24 Nov Il Servizio Sanitario Nazionale al collasso. La Sanità non più garantita
Il nostro Servizio Sanitario Nazionale (SSN) – quel sistema pubblico che dovrebbe assicurarci cure gratuite o quasi – è in una crisi sistemica profonda. La Fondazione GIMBE la definisce un “lento ma inesorabile smantellamento“. Il problema è strutturale e si chiama de-finanziamento.
La causa principale: l’illusione contabile (cosa significa “de-finanziamento”?)
Il vero problema di fondo non è che mancano tutti i soldi, ma che ne mancano troppi rispetto alle esigenze crescenti.

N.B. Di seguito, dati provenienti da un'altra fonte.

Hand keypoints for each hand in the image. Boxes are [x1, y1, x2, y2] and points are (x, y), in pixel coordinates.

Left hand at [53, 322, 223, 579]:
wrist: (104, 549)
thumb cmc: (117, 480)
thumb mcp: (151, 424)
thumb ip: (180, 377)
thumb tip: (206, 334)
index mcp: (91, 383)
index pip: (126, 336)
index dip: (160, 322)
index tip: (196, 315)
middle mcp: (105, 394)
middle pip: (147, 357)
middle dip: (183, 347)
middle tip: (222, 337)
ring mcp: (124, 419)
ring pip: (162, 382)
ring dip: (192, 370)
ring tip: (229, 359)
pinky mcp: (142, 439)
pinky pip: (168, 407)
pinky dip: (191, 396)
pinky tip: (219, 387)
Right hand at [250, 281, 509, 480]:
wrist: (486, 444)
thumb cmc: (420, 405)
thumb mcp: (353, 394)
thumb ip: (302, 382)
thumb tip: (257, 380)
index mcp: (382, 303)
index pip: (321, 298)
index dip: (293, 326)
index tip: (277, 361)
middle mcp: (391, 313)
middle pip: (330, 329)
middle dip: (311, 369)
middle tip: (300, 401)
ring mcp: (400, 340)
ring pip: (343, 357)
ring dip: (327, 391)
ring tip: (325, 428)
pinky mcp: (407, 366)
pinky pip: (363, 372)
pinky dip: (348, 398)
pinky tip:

L’illusione contabile: sentiamo dire spesso che i fondi per la Sanità sono stati aumentati. Questo è vero in termini nominali (il numero è più grande), ma non tiene conto dei costi in crescita (come l’inflazione, l’acquisto di macchinari più sofisticati o di indagini diagnostiche più raffinate, o gli stipendi dei medici). È come ricevere un aumento di 100 euro quando l’affitto è aumentato di 150 euro: tecnicamente hai più soldi, ma il tuo potere d’acquisto è diminuito.
La torta che si restringe: la misura più onesta è guardare alla percentuale del PIL (la ricchezza totale del Paese) dedicata alla Sanità (FSN). Questa “fetta della torta” si è ridotta: è passata dal 6,3% nel 2022 al 6,1% previsto per il 2025. Una fetta più piccola, con costi più grandi, ha creato un buco reale (l’ammanco) stimato in 13,1 miliardi di euro nel triennio.
In pratica, stiamo investendo proporzionalmente meno nella nostra salute pubblica rispetto a quanto dovremmo per mantenerla in funzione.
L’impatto drammatico sui cittadini: paghiamo due volte
Questo deficit strutturale si scarica interamente sulle nostre tasche e sulla nostra salute.
La spesa Out-of-Pocket: è la spesa che siamo costretti a pagare direttamente noi, di tasca nostra, per visite, esami o altre operazioni che il SSN non riesce più a garantire in tempi accettabili. Questa cifra ammonta a 41,3 miliardi di euro. Siamo costretti a pagare per un servizio che abbiamo già finanziato con le tasse.
La rinuncia alle cure è la conseguenza più grave: oltre 5,8 milioni di italiani sono costretti a privarsene per motivi puramente economici.
Aumento del privato puro: se il pubblico non funziona, l’unica alternativa è rivolgersi al “privato puro”, creando di fatto un sistema sanitario a due velocità, accessibile solo a chi può permetterselo.
La frattura Nord-Sud: una sanità iniqua
La crisi non colpisce tutti allo stesso modo, ma amplifica le disuguaglianze geografiche.
Iniquità di ripartizione: i meccanismi di finanziamento per le Regioni continuano a penalizzare quelle con popolazioni più giovani, tipicamente quelle del Sud. In parole povere, i fondi non sono distribuiti in modo giusto rispetto alle reali esigenze della popolazione.
Disuguaglianze LEA: questo si traduce in enormi differenze nei Livelli Essenziali di Assistenza (LEA) – ovvero l’insieme minimo di cure e servizi che devono essere garantiti a tutti i cittadini. Se i LEA non sono garantiti, le persone nel Sud hanno meno accesso a cure di qualità.
Il gap di 3 anni: la conseguenza più scioccante di questa disuguaglianza è che l’aspettativa di vita è più bassa di 3 anni nel Sud rispetto al Nord.
La polemica sulla libera professione: la “cortina fumogena”
Il Ministero ha sollevato polemiche sulla “intramoenia”, ovvero la libera professione esercitata dai medici all’interno delle strutture pubbliche, accusando i professionisti di favorire il privato.
La verità nascosta: questa polemica è una “cortina fumogena”, una sorta di forzato diversivo. Non sono i medici la causa, ma la carenza strutturale di personale e il sotto-finanziamento che limita l’offerta pubblica. Se un medico ha 100 pazienti da vedere in un mese con mezzi pubblici limitati, non è colpa sua se i pazienti vanno nel privato per velocizzare.
Il rischio: se si proibisce o si ostacola l’intramoenia, l’unico risultato sarà spingere i medici e gli infermieri più qualificati ad abbandonare completamente il sistema pubblico, peggiorando ulteriormente le liste d’attesa.
Il Servizio Sanitario Nazionale non ha bisogno di polemiche sui medici, ma di un nuovo patto politico che smetta di vederlo come un costo da tagliare e lo consideri un diritto costituzionale e un investimento strategico fondamentale per il futuro del Paese.